Closed enzbus closed 11 months ago

enzbus commented 11 months ago

Bug report

Bug description:

The new implementation of sum on Python 3.12 (cfr. https://github.com/python/cpython/issues/100425 , https://github.com/python/cpython/pull/100426 , https://github.com/python/cpython/pull/107785 ) is not associative on simple input values. This minimal code shows the bug:

On Python 3.11:

>>> a = [0.1, -0.2, 0.3, -0.4, 0.5]
>>> a.append(-sum(a))
>>> sum(a) == 0
True

On Python 3.12:

>>> a = [0.1, -0.2, 0.3, -0.4, 0.5]
>>> a.append(-sum(a))
>>> sum(a) == 0
False

I'm sure this affects more users than the "improved numerical accuracy" on badly scaled input data which most users don't ever deal with, and for which exact arithmetic is already available in the Standard Library -> https://docs.python.org/3/library/decimal.html.

I'm surprised this low-level change was accepted with so little review. There are other red flags connected with this change:

Is anybody interested in keeping the quality of cPython's codebase high? When I learned Python, I remember one of the first thing in the official tutorial was that Python is a handy calculator, and now to me it seems broken. @gvanrossum ?

CPython versions tested on:

3.12

Operating systems tested on:

Linux

Linked PRs

skirpichev commented 11 months ago

The researcher to which the algorithm is credited has an empty academic page, with no PDFs -> https://www.mat.univie.ac.at/~neum/

FYI, citation: Neumaier, A. (1974), Rundungsfehleranalyse einiger Verfahren zur Summation endlicher Summen. Z. angew. Math. Mech., 54: 39-51. https://doi.org/10.1002/zamm.19740540106.

Full text is still available in the archive: https://web.archive.org/web/20220804051351/https://www.mat.univie.ac.at/~neum/scan/01.pdf Should we use this url or above citation (no free text access)?

BTW, I doubt there is an issue, besides a broken link. Associativity is broken for addition of floating point numbers, see e.g. TAOCP, Vol. 2, 4.2.2. The Tutorial has a dedicated section for floating point arithmetic, which cover this "issue".

exact arithmetic is already available in the Standard Library -> https://docs.python.org/3/library/decimal.html

The decimal module actually not about exact arithmetics, rather the fractions module.

Eclips4 commented 11 months ago

cc @rhettinger

terryjreedy commented 11 months ago

One might naively expect sum(a) to be .9 -.6 = .3. But it is actually 0.29999999999999993, so the error is about 7e-17. The sum(a2) is about 3e-17, so the absolute error has gone down. 0.0 error is something of an accident.
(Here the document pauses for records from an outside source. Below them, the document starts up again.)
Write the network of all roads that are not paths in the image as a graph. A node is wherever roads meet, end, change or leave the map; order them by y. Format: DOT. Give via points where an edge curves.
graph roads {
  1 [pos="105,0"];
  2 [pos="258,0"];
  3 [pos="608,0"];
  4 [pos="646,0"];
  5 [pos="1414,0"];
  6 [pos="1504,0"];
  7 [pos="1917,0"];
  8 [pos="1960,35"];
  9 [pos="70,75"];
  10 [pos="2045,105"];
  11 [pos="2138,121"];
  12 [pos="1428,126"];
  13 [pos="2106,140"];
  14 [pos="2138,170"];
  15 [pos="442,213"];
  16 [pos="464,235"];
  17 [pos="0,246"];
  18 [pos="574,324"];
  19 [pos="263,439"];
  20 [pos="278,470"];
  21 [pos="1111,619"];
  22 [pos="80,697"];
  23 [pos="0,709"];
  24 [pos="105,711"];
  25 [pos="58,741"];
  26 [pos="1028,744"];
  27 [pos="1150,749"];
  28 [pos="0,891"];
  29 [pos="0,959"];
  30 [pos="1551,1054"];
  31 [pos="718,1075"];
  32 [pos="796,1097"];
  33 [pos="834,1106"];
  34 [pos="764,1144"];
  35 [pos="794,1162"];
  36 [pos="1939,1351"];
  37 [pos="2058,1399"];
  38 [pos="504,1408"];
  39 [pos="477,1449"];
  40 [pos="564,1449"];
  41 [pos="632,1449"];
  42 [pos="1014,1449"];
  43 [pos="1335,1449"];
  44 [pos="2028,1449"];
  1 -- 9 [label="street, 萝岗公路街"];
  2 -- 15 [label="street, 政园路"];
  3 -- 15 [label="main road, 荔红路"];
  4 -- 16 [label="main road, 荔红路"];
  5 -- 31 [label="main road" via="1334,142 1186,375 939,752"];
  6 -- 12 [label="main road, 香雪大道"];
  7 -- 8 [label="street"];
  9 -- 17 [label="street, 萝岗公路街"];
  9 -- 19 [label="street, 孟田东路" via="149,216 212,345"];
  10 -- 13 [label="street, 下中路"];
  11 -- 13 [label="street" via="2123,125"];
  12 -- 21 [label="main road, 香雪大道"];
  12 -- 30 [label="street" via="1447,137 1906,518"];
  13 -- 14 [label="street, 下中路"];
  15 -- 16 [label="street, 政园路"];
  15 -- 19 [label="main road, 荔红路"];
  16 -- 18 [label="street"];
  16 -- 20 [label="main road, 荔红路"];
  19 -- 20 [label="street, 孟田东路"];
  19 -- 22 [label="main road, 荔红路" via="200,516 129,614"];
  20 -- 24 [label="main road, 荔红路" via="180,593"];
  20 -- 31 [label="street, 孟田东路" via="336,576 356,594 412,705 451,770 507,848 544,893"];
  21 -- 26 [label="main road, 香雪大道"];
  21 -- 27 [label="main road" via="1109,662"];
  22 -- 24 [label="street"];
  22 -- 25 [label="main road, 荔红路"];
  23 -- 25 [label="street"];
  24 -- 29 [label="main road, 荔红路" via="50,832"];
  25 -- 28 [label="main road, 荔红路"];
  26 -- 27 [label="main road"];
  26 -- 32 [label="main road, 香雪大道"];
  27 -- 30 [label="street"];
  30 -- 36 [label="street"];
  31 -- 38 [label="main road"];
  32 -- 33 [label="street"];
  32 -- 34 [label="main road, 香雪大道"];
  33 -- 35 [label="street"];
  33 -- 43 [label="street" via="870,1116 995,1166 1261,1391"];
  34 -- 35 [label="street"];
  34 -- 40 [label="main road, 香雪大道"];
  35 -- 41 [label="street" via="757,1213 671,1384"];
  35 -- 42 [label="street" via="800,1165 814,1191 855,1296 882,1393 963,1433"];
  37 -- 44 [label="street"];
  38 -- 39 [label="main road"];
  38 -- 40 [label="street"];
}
Now add -.3 to list a and sum. Instead of the naively expected 0.0, I got -5.6e-17 in 3.11 and -2.8e-17 in 3.12 (both rounded to 2 digits), which is half the error. This is at least as realistic example than the original one and has nothing to do with badly scaled data.

@enzbus In the future, please first ask about possible bugs on help forums such as https://discuss.python.org/c/users/7. And please omit disparaging comments wherever you post.

sweeneyde commented 11 months ago

You also don't have to modify the example too much to see a case where the accuracy of the sum function improved with the change:

>>> # Python 3.11
>>> sum([0.1, -0.2, 0.3, -0.4, 0.5, -0.1, 0.2, -0.3, 0.4, -0.5])
-5.551115123125783e-17

>>> # Python 3.12
>>> sum([0.1, -0.2, 0.3, -0.4, 0.5, -0.1, 0.2, -0.3, 0.4, -0.5])
0.0
enzbus commented 11 months ago

I'm actually getting the error on random inputs, see the commit above which references this bug report. The point remains, this is a regression, adds little value (as I explain above), is the implementation of a 1974 paper in german (really?) which is not online any more, and should not have happened.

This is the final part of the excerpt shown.